Basement Cinema is a student-run series of B and unusual commercial movies.
More information at http://basementcinema.wordpress.com
This week: Stunt men, that crazy breed of individuals willing to risk life and limb, to make someone else look cool. Tonight, Basement Cinema celebrates this anonymous celebrities by putting them in the spotlight.

8pm FREE
The Devil at Your Heels
(Robert Forteir, 1981, 105 minutes)


Ken Carter is the Canadian equivalent of Evel Knievel, in fact he’s even better than Evel. At least Ken thinks so. To prove his greatness Ken plans to drive a rocket-powered car off a ramp and jump the St. Lawerence River. It’s a distance of one mile and the jump will not only send Ken hurtling from Canada into American, but it would put him history books. That is, if he makes it. The Devil at Your Heels is a documentary that feels like a mockumentary, so buckle yourself in and get ready to laugh as one crazed Canadian finds excuse after excuse on why he shouldn’t attempt this jump, all the while proclaiming himself to be the greatest daredevil ever.

10pm FREE
Stunt Rock
(Brian Trenchard-smith, 1978, 86 minutes)

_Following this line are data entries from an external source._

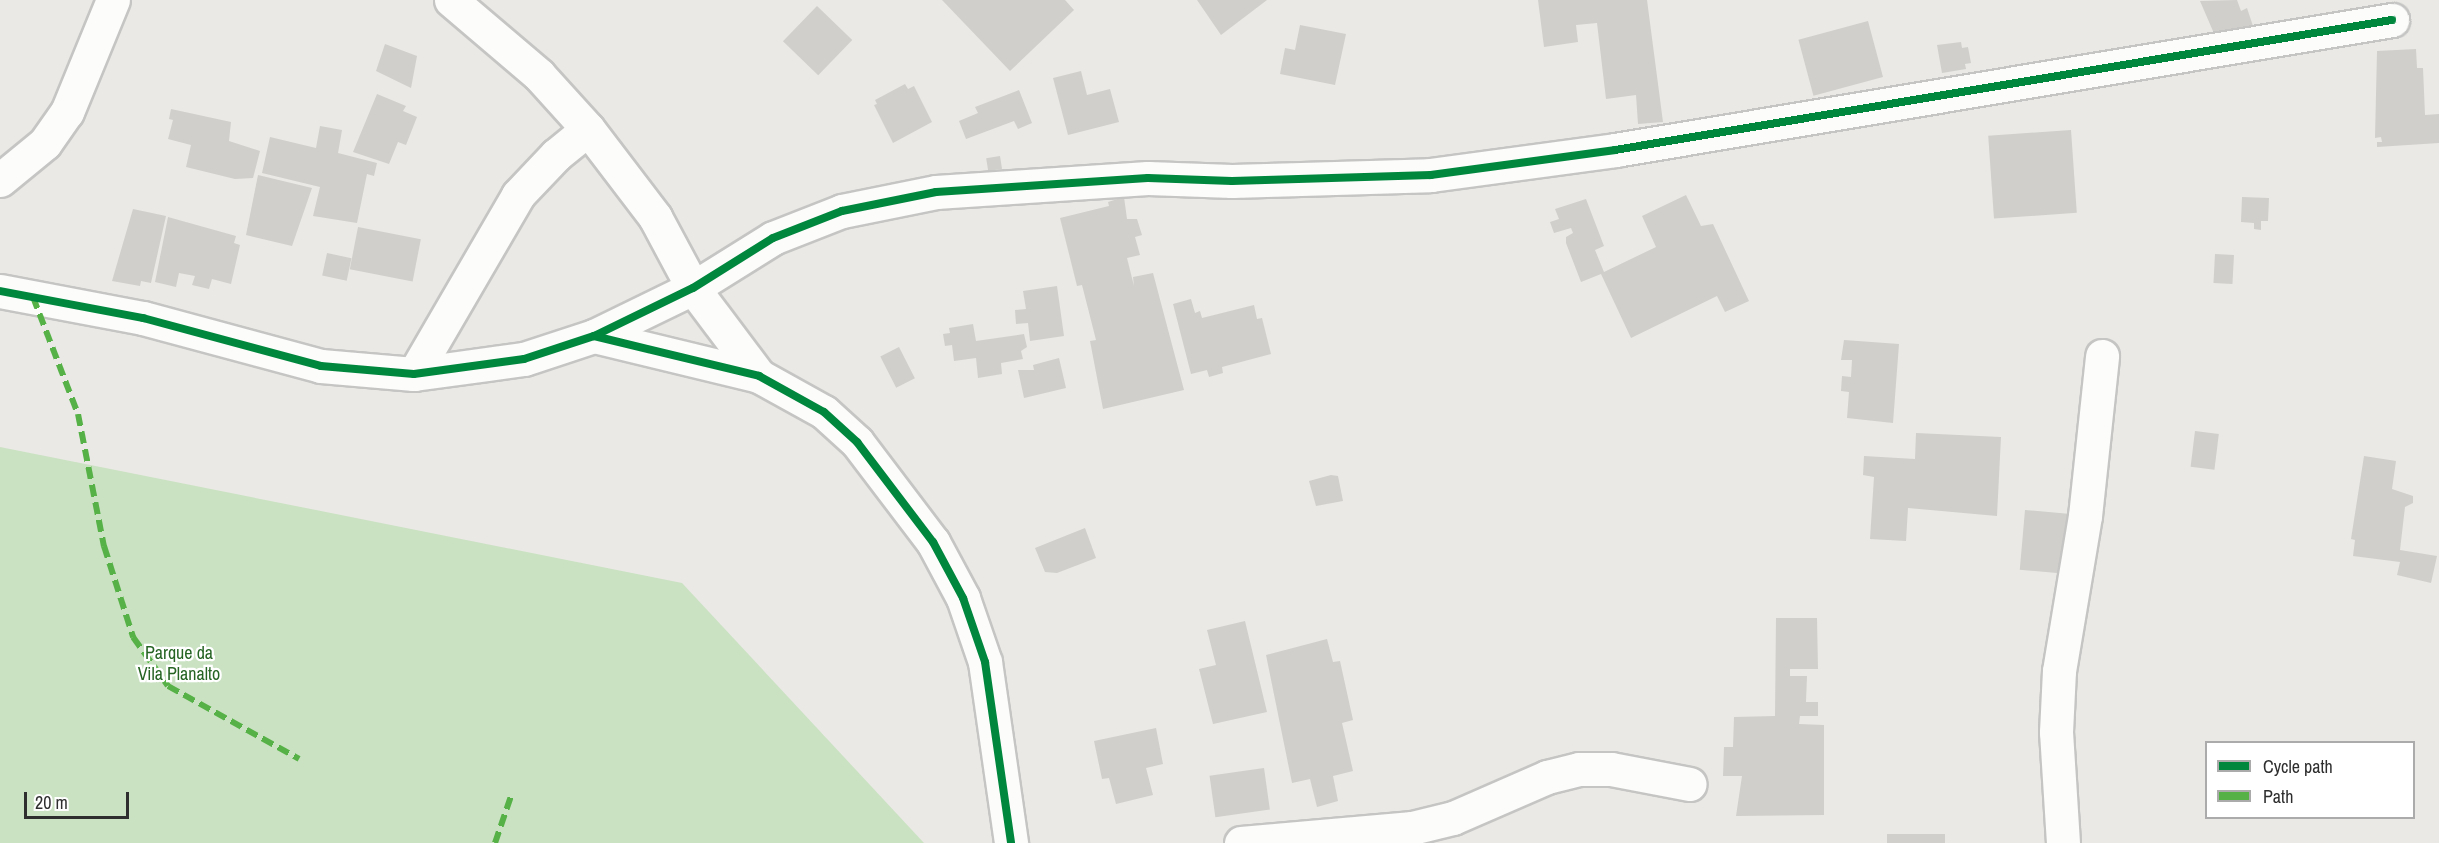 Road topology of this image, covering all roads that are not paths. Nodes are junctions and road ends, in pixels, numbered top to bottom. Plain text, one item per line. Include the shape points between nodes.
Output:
1 (112, 0) edge
2 (451, 0) edge
3 (2392, 20) dead end
4 (588, 129) junction
5 (0, 180) edge
6 (693, 288) junction
7 (0, 291) edge
8 (594, 336) junction
9 (2102, 356) dead end
10 (414, 374) junction
11 (759, 376) junction
12 (1690, 784) dead end
13 (1011, 843) edge
14 (1241, 843) edge
15 (2062, 843) edge

1 - 5 street via 67,112 45,143
2 - 4 street via 539,75
3 - 6 street via 1615,150 1431,175 1232,181 1148,178 936,192 842,211 773,237
4 - 6 street via 655,217
4 - 10 street via 556,155 518,195
6 - 8 street
6 - 11 street
7 - 10 street via 143,318 321,366
8 - 10 street via 524,359
8 - 11 street
9 - 15 street via 2085,516 2059,672 2056,732
11 - 13 street via 824,412 857,442 933,542 963,598 985,662
12 - 14 street via 1611,769 1579,769 1546,777 1453,818 1412,828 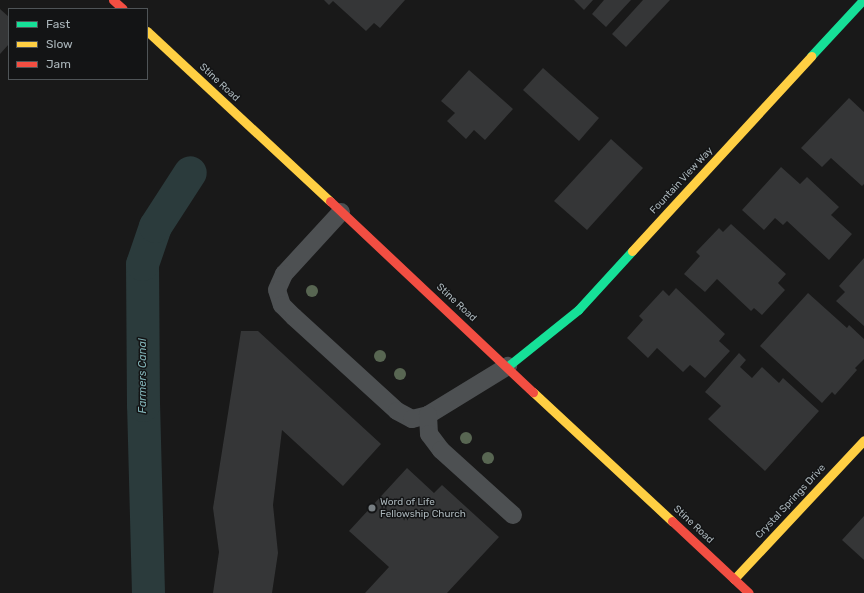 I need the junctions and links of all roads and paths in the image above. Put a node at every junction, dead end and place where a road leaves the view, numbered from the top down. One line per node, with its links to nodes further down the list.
1 (114, 0): 3 (main road)
2 (863, 0): 6 (main road, Fountain View Way)
3 (122, 8)
4 (148, 32): 5 (main road, Stine Road)
5 (341, 212): 6 (main road, Stine Road); 7 (lane)
6 (508, 366): 7 (lane); 10 (main road, Stine Road)
7 (428, 415): 9 (lane)
8 (864, 440): 10 (main road, Crystal Springs Drive)
9 (513, 515)
10 (734, 579): 11 (main road, Stine Road)
11 (749, 593) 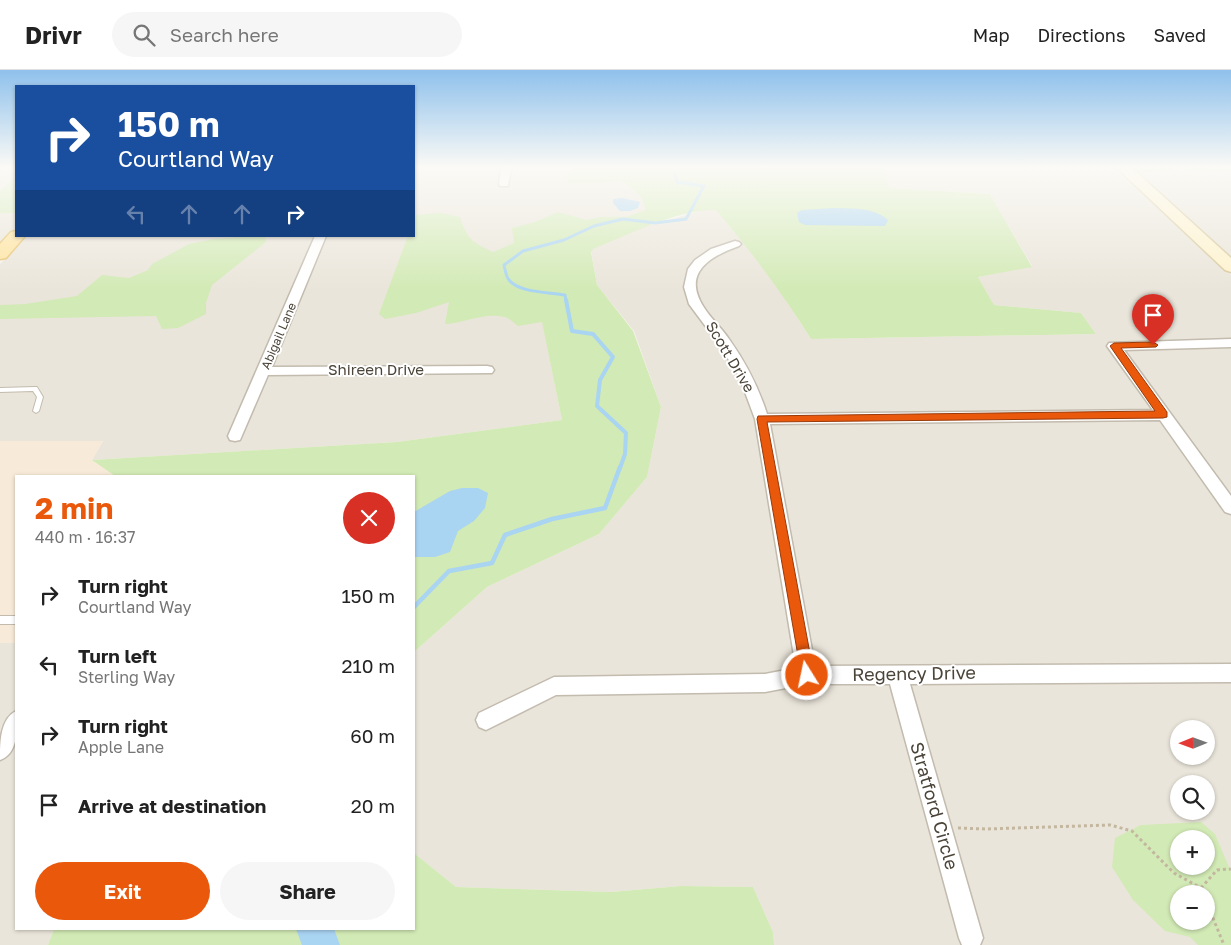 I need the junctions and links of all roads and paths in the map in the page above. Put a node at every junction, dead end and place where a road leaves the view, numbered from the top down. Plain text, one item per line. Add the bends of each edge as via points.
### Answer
1 (1169, 209) edge
2 (16, 237) edge
3 (321, 237) edge
4 (735, 244) dead end
5 (0, 254) edge
6 (1229, 263) edge
7 (1231, 343) edge
8 (487, 370) dead end
9 (264, 371) junction
10 (0, 390) edge
11 (36, 411) dead end
12 (1163, 414) junction
13 (762, 419) junction
14 (235, 436) dead end
15 (1231, 508) edge
16 (0, 620) edge
17 (15, 620) edge
18 (1231, 673) edge
19 (897, 674) junction
20 (807, 675) junction
21 (486, 720) dead end
22 (15, 723) edge
23 (0, 750) edge
24 (940, 827) junction
25 (1231, 869) edge
26 (1196, 885) edge
27 (1204, 885) edge
28 (1215, 923) edge
29 (971, 938) dead end
30 (1224, 945) edge

1 - 6 street
2 - 5 main road
3 - 9 street, Abigail Lane
4 - 13 street, Scott Drive via 704,256 690,281 694,300 751,385
7 - 12 street via 1114,346
8 - 9 street, Shireen Drive
9 - 14 street, Abigail Lane
10 - 11 lane via 35,388 40,397
12 - 13 street
12 - 15 street
13 - 20 street, Scott Drive
16 - 17 lane
18 - 19 street, Regency Drive
19 - 20 street, Regency Drive
19 - 24 street, Stratford Circle
20 - 21 street, Regency Drive via 765,683 554,686
22 - 23 street
24 - 26 path via 986,829 1110,825 1132,831 1174,873
24 - 29 street, Stratford Circle
25 - 27 path via 1217,870
28 - 30 path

Quickly proving that plots are a tired convention this wild 70’s film slams together mystic rock performances and death defying stunts because, really what else do you need for a kickass film. Between daredevil stunts and performances by the theatrical rock outfit Sorcery, real life Australian stunt man Grant Paige tries to explain to a blonde reporter just what it is that makes stunt men like himself do the crazy things they do. It’s a hybrid film. One part cheesy narrative, one part stunt show, and one part rock concert. Or, as the tagline puts it - Stunt Rock is a death wish at 120 decibels!

Thursday, November 8

African Avant-gardes and the Legacy of John Coltrane in Accra
Colloquium/Presentation by Dr. Steven Feld
4-5h30pm FREE
Fine Arts Recital Hall


The presentation will be built around a screening of Hallelujah!, Steven Feld’s documentary that presents the story of a postcolonial and postmodern African version of G. F. Handel’s Hallelujah chorus, as staged and performed by Ghanaba, the legendary Ghanaian drummer who introduced the talking drum to American jazz musicians in the 1950s, together with the Winneba Youth Choir, a leading choir in Africa. Their unique staging of the Hallelujah chorus mixes elements of African, Christian, Buddhist, and Islamic ritual together with formal European concert performance, Afro-Jazz, and Ghanaian song and dance ceremony. The film is in two parts, the first a document of the performance, the second a conversation with Ghanaba about the political, spiritual, and musical aspects of his approach to Handel.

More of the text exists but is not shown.